Those traveling to Brazil for the Olympics face a tiny risk of getting infected with the mosquito-borne Zika virus, which can cause birth defects in pregnant women, US researchers said Monday.
Under a worst-case scenario, just three to 37 of the up to 500,000 people expected to go to Rio de Janeiro for the games, which start next month, could be expected to come down with Zika, said the report by the Yale University School of Public Health.
“The possibility that travelers returning from the Olympics may spread Zika has become a polemic issue that has led to athletes dropping out of the event, and without evidence, undue stigmatization of Brazil,” said study co-author Albert Ko, chair of the Department of Epidemiology of Microbial Diseases at Yale.
“This study provides data, which together with initial findings from Brazilian scientists, show that these concerns may be largely exaggerated.”
The research, published in the Annals of Internal Medicine, is based on a mathematical model that accounted for a series of factors, including recent Zika transmission in Rio de Janeiro, seasonal conditions and travel patterns.

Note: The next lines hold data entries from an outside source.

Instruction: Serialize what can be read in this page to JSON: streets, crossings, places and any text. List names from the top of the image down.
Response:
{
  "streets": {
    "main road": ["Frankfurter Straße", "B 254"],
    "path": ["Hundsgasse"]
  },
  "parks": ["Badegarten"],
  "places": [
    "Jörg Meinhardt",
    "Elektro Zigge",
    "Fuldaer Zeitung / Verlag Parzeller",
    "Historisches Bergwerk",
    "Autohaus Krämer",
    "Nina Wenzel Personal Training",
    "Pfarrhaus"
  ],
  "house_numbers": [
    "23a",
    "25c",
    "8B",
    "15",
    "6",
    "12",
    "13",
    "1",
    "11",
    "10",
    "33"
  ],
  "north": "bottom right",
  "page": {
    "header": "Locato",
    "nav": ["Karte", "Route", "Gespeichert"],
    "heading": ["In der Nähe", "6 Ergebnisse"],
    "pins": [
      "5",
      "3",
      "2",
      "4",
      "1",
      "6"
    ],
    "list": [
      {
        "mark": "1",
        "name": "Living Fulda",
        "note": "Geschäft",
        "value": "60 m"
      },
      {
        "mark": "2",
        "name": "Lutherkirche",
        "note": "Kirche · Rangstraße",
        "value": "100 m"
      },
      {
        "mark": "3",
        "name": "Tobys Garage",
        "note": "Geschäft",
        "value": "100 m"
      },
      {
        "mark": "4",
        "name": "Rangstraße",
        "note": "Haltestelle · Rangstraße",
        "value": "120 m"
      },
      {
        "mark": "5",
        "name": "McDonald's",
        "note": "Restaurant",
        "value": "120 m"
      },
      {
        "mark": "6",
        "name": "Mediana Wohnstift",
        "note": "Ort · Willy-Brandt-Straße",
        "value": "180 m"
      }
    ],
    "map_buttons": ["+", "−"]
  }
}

The team found that more than half of visitors — including media, athletes and spectators — attending the Olympics would return to “high-income countries where there is negligible risk for establishing local spread of the virus,” said the study.
“Around 30 percent will travel to Latin American countries where transmission is already established, so they will not play an important role in further spreading the virus.”
Furthermore, the upcoming Olympic Games will take place when it is winter in Rio and mosquito activity has subsided, researchers said.
Birth defects
Zika was first reported in Brazil in 2015, though it may have arrived earlier, and is blamed for a surge in cases of microcephaly, a birth defect in which an infant’s skull and brain are unusually small and deformed.
The virus can be devastating to pregnant women and their offspring.
Women who are pregnant or considering becoming pregnant are urged not to travel to areas where the virus is circulating since the virus can also be transmitted though sex, barrier methods or abstinence are also recommended.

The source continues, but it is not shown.